We never discussed this. In all the letters and cards since, we never discussed that very first one. The one where he said he was in love with me.

This was dangerous ground, and we were both treading lightly. One wrong move and it could set off a chain of events that we’d be powerless to stop. But it had been nine years at that point. The statute of limitations had to have run out by then, right? Surely, we were able to talk about a mildly dicey subject from our very distant past after nine whole years.

He took a moment to compose himself, almost certainly trying to figure out the right way to answer. “I’m sorry, I just thought, you know, you’d want to know.”

“No, I did. I just… We just always have bad timing, you and I.”

I meant to say had. We had bad timing. Crap.

He let that hang in the air between us for a minute as I drew a kraken rising from the sea on the inside of his wrist. It was easier to have this discussion when I didn’t have to look at him.

His voice was soft. “I did, you know. I did love you.”

The shock of hearing him say those words after so many years was overwhelming, and my hands started to shake as I said quietly, “I know. You did it well.”

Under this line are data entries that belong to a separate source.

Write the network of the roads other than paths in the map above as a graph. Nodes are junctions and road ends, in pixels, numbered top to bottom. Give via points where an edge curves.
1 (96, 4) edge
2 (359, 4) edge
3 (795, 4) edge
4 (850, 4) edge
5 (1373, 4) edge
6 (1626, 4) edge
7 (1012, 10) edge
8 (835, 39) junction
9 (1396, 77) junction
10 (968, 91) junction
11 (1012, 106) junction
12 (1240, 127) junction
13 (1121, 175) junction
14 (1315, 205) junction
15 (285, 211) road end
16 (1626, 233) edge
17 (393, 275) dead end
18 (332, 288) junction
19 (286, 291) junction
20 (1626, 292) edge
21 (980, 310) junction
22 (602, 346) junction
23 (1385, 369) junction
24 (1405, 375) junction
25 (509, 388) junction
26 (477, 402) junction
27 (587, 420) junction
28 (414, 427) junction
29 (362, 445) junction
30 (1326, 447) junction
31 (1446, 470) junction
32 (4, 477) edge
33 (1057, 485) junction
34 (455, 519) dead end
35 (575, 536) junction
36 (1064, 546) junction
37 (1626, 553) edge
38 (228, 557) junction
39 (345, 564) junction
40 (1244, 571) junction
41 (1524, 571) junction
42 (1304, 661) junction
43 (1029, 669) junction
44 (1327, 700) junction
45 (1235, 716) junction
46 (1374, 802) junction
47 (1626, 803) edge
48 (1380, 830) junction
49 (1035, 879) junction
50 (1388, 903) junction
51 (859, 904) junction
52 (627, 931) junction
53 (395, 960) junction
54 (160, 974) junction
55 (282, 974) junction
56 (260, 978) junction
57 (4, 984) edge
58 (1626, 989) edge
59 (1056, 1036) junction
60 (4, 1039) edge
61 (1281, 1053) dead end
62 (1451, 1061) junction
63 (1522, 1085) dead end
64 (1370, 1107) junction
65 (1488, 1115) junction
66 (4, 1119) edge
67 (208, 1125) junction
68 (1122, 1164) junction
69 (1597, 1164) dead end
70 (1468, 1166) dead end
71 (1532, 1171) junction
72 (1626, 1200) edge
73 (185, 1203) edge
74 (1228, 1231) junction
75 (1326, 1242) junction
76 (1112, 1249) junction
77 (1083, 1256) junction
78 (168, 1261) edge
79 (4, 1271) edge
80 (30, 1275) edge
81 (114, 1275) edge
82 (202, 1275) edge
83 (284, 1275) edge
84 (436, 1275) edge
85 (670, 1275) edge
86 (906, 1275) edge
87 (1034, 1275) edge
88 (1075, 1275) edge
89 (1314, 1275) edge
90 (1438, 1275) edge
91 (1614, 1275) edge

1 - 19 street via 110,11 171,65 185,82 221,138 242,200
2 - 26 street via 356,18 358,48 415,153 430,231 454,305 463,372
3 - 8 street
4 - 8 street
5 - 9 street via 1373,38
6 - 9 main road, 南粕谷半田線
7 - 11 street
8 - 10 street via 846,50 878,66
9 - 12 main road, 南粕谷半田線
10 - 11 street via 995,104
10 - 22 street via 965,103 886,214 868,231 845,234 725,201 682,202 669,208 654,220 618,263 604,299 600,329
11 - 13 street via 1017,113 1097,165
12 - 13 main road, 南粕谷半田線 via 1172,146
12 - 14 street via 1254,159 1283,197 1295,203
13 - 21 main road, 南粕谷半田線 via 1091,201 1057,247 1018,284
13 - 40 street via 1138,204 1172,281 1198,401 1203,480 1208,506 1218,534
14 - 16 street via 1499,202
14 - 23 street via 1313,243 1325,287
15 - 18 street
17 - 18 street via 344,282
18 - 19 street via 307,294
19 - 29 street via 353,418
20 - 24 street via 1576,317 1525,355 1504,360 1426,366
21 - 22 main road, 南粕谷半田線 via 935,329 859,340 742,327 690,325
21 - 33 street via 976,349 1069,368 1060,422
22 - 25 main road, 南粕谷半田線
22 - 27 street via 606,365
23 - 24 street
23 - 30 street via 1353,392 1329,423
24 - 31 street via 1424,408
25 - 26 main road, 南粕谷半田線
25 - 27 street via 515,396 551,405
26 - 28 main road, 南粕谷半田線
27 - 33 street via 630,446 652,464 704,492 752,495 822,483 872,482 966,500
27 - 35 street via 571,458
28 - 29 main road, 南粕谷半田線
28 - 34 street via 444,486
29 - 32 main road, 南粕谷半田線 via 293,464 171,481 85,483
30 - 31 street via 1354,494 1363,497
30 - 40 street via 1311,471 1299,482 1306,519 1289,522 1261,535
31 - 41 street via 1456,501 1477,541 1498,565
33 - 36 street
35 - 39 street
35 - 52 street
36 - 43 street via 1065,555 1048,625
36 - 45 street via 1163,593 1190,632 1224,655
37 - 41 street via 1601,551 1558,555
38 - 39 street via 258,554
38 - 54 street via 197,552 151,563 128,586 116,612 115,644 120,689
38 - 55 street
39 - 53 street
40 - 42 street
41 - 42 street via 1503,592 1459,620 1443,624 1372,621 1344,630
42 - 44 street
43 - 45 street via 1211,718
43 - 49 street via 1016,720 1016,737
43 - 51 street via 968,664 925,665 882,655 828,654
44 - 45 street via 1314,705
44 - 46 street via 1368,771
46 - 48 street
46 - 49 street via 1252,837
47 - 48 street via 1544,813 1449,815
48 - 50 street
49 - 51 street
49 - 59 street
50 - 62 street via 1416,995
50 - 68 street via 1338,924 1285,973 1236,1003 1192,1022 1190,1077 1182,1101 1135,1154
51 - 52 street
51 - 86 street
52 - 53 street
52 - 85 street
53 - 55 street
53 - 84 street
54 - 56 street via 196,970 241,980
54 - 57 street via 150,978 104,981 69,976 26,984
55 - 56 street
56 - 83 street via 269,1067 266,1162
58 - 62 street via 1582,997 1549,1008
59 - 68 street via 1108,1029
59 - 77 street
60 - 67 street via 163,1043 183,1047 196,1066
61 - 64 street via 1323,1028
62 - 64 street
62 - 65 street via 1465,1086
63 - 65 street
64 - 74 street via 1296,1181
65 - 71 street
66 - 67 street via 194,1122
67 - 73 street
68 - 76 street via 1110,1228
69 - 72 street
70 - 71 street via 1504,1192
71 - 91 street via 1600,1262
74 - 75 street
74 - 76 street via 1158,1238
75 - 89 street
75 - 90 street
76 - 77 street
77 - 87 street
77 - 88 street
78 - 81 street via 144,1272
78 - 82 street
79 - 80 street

I told myself it was fine. Just keep everything in past tense and it will be fine.

“You didn’t say it back.”

Ouch. My heart cracked at his words, at the hurt I registered in his voice. He was right. I never said it back, and I kind of always regretted it since. But the truth was, I did say it. In fact, I said it first.

The memory of our beach weekend brought a smile to my face, enough that I was able to lighten the tone in the air and sort of laugh out, “Well, maybe not that day, but I did say it. Remember?”

He started to smile, too, so I added, “I told you… you know, what I told you… in the bathroom at the beach. How I felt. And you just laughed, you big jerk! I could have died.”

That gave us both a giggle and pulled us out of our seriousness. Out of the line of fire.

He was still chuckling as he responded, “Lay, give me a break. You were too good to be true. I didn’t really think you had feelings for me. A girl like you? C’mon.”

Say what now?

“What’s that supposed to mean?”

“Lay, come on. You can’t tell me you were oblivious to the attention you’d get from guys. You were—you are—a beautiful girl. You’re smart and you’re funny. Surely you were aware of that back then.”

I couldn’t believe it. “Trip, are you trying to say you thought I was out of your league? Are you insane?”

“Guess I just didn’t think it was possible.”